About this exercise » Filter the lines below, copying only those with the string "Warszawskiej".

--- Record excerpts ---

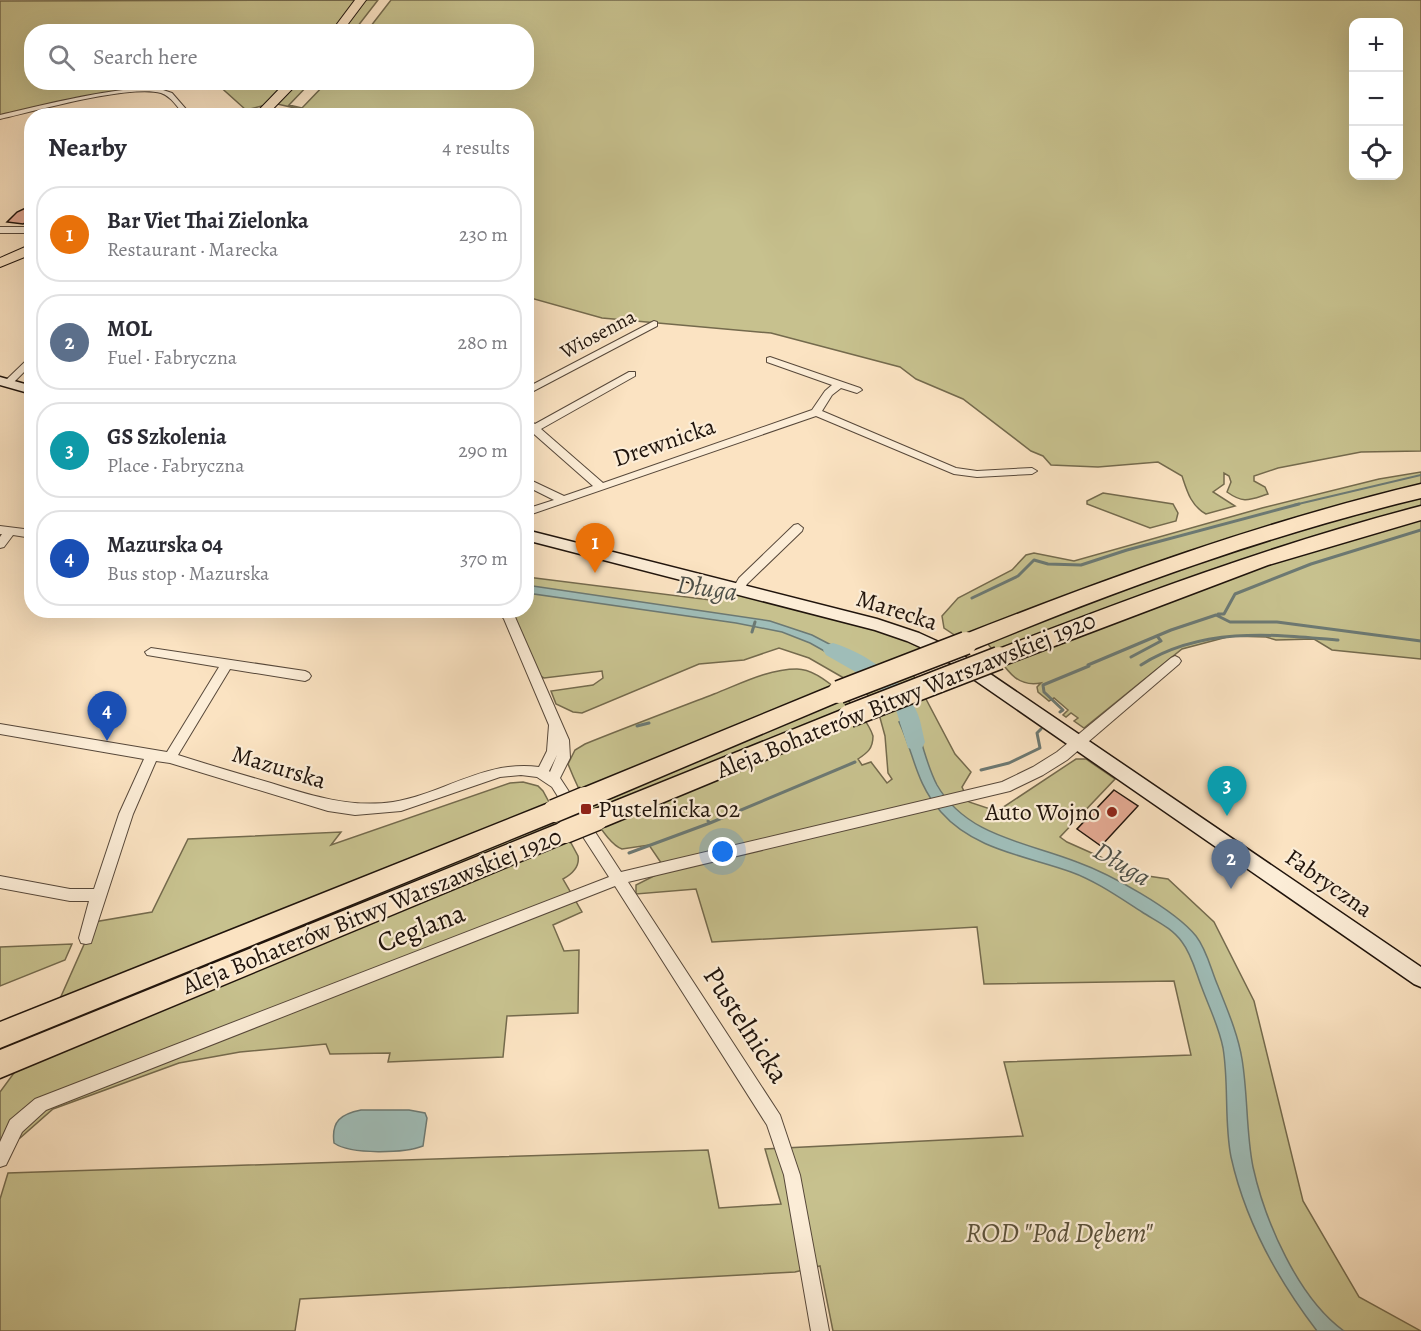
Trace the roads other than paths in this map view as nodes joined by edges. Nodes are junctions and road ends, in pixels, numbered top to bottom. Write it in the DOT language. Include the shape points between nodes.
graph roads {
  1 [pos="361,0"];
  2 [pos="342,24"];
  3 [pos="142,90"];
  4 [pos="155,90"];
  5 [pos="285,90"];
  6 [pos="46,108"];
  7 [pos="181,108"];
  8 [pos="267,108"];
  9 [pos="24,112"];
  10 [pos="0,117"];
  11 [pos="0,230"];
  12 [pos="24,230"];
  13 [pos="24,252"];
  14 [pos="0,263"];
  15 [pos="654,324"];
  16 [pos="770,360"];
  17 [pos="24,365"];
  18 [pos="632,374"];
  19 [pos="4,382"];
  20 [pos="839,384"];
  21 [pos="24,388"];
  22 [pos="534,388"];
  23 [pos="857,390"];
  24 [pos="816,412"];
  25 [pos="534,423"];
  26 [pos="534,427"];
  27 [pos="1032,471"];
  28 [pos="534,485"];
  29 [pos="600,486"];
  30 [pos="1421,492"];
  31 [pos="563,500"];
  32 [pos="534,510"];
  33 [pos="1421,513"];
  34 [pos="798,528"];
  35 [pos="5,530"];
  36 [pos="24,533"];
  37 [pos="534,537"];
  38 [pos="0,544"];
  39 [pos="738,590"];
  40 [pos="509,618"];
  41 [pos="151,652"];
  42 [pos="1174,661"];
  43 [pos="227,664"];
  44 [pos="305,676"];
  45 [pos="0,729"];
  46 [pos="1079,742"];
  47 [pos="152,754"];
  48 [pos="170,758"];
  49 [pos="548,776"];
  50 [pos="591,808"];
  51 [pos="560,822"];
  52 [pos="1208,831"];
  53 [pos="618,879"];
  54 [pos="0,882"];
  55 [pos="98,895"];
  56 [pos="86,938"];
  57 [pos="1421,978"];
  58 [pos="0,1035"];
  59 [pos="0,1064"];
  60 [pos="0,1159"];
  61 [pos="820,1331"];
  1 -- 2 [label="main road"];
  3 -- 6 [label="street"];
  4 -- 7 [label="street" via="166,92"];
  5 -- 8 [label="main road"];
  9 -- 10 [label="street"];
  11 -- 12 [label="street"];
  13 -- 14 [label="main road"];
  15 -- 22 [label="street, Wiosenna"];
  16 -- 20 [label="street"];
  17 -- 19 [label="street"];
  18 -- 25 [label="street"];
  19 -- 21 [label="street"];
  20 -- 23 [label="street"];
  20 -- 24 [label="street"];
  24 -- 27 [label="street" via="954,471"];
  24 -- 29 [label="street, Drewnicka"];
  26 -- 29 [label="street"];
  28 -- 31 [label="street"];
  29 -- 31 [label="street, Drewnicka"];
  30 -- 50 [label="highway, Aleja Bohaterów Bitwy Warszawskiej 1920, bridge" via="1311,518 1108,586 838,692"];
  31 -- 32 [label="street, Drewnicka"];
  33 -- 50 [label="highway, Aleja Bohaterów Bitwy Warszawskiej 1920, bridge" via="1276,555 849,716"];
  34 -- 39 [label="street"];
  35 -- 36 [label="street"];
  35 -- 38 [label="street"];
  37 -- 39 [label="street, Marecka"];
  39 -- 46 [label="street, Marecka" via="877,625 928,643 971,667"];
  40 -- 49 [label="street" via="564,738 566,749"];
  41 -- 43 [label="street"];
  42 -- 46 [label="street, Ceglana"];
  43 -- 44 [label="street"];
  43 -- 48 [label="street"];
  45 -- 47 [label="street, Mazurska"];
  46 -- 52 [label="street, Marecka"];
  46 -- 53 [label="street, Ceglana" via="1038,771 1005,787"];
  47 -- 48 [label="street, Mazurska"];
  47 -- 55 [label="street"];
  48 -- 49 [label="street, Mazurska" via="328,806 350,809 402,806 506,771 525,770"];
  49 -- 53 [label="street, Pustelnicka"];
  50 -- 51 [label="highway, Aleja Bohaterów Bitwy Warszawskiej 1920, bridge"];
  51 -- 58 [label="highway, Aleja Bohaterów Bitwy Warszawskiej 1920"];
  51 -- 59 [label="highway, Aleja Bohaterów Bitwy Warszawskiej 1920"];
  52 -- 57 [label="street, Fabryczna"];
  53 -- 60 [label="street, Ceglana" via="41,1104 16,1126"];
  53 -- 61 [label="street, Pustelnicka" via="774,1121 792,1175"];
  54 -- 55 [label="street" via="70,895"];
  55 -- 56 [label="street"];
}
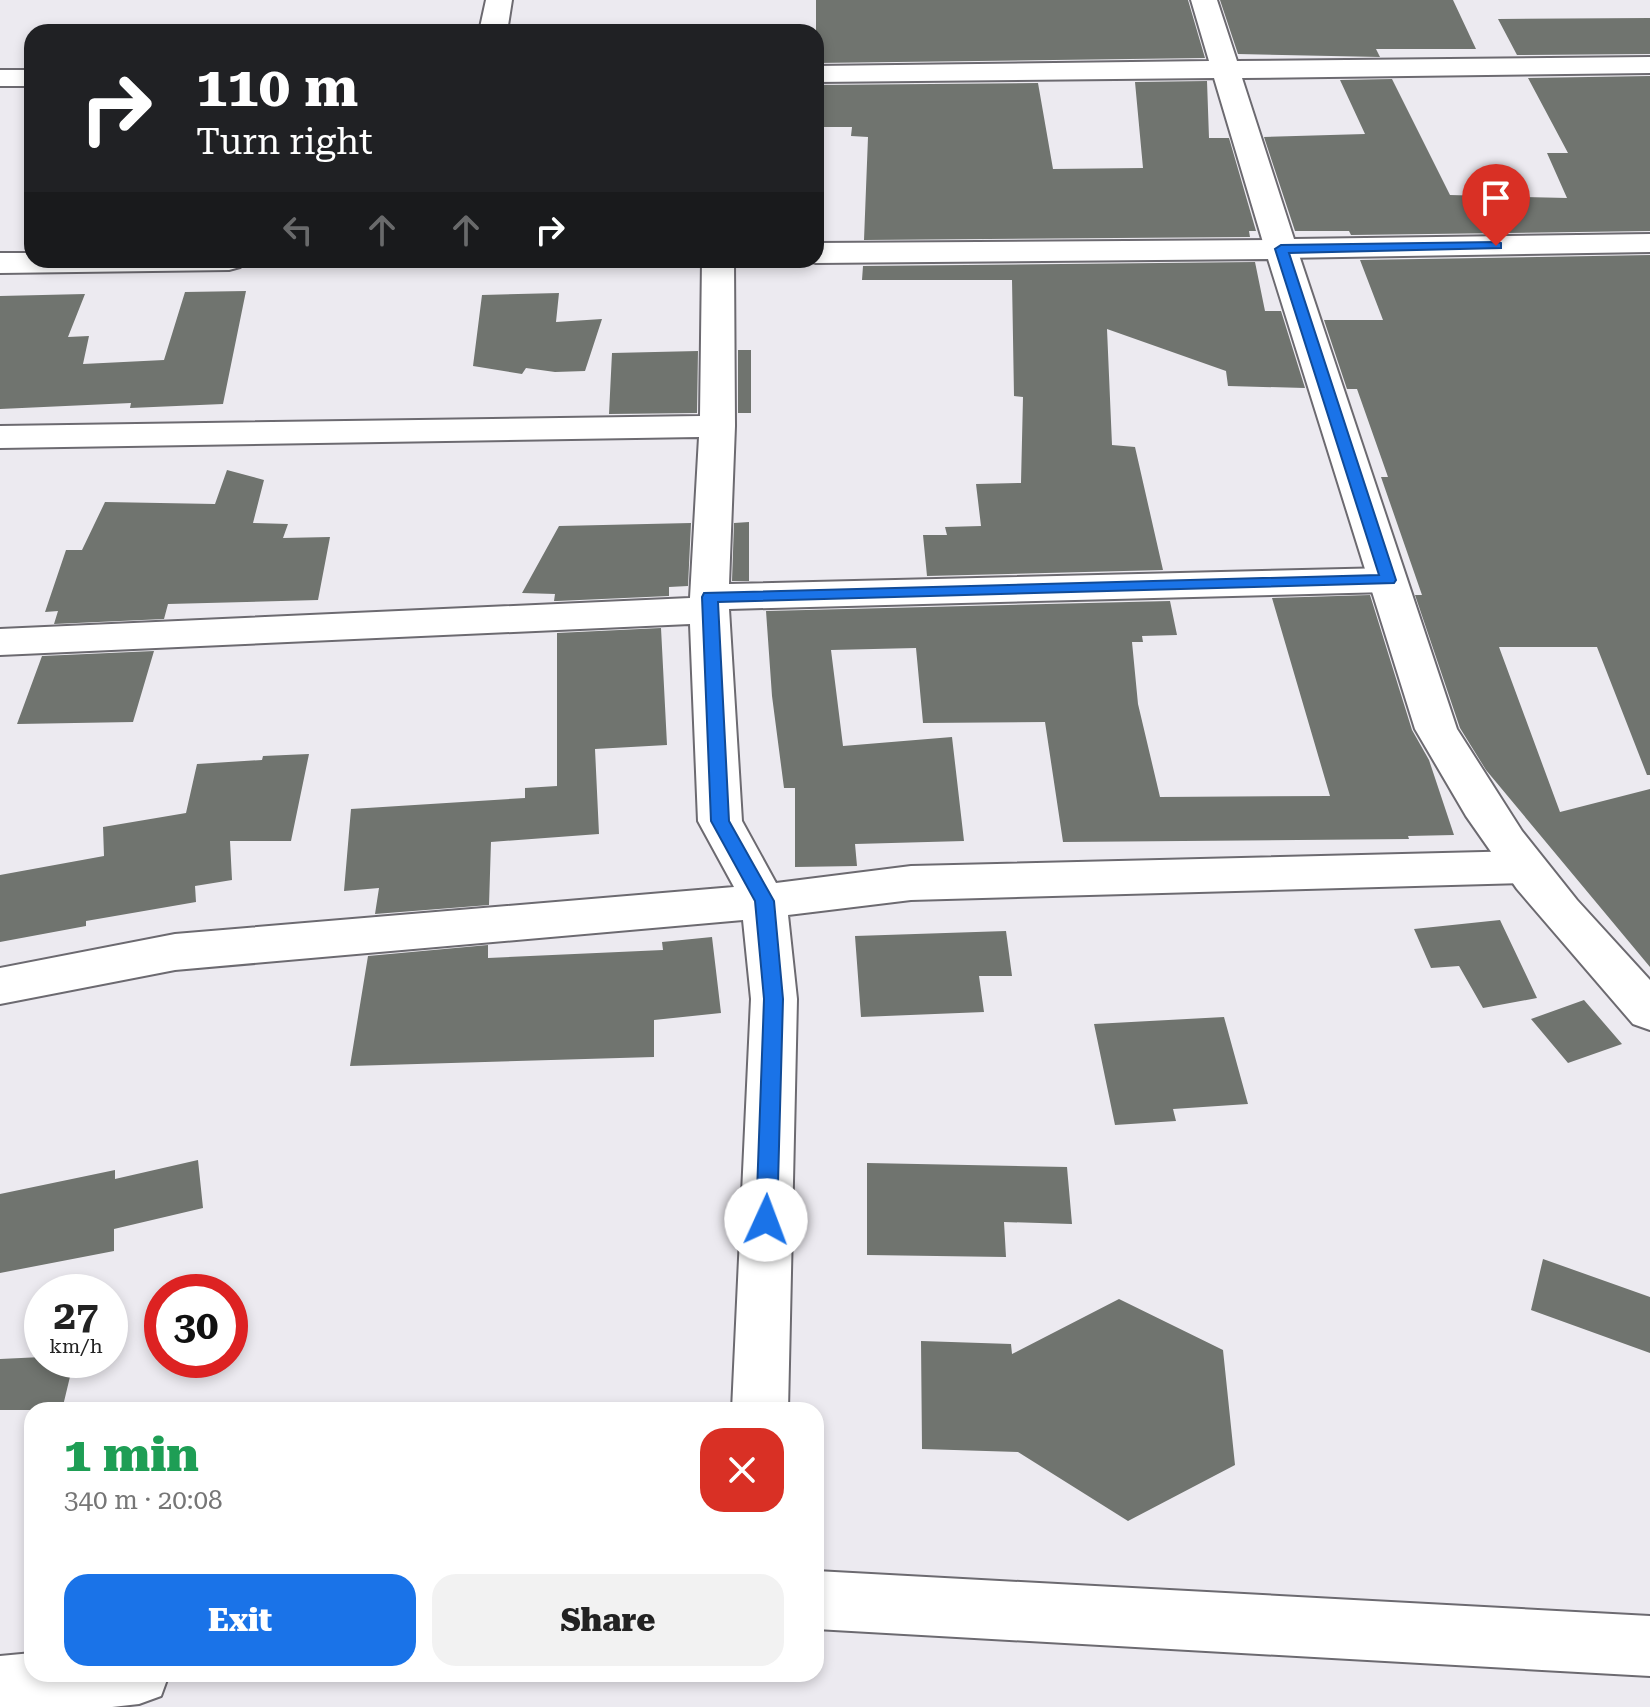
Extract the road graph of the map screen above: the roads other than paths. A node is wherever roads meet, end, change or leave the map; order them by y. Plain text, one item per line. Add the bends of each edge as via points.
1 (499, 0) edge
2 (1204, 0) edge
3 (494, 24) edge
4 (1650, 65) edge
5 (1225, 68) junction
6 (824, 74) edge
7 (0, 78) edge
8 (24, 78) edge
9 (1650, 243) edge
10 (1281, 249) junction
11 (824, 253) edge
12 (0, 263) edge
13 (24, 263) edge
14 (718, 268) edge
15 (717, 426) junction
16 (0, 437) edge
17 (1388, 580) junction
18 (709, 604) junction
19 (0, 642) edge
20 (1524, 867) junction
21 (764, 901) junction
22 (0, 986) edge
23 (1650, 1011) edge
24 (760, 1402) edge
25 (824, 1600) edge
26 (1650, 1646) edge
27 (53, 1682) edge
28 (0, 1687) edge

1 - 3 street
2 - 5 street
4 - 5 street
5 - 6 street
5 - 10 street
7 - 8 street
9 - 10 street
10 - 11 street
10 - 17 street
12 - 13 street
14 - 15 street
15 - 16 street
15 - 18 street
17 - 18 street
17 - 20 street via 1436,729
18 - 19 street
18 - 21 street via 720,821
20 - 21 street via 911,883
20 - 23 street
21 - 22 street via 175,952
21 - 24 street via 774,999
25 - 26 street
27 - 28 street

---

Output for this task »
  30 -- 50 [label="highway, Aleja Bohaterów Bitwy Warszawskiej 1920, bridge" via="1311,518 1108,586 838,692"];
  33 -- 50 [label="highway, Aleja Bohaterów Bitwy Warszawskiej 1920, bridge" via="1276,555 849,716"];
  50 -- 51 [label="highway, Aleja Bohaterów Bitwy Warszawskiej 1920, bridge"];
  51 -- 58 [label="highway, Aleja Bohaterów Bitwy Warszawskiej 1920"];
  51 -- 59 [label="highway, Aleja Bohaterów Bitwy Warszawskiej 1920"];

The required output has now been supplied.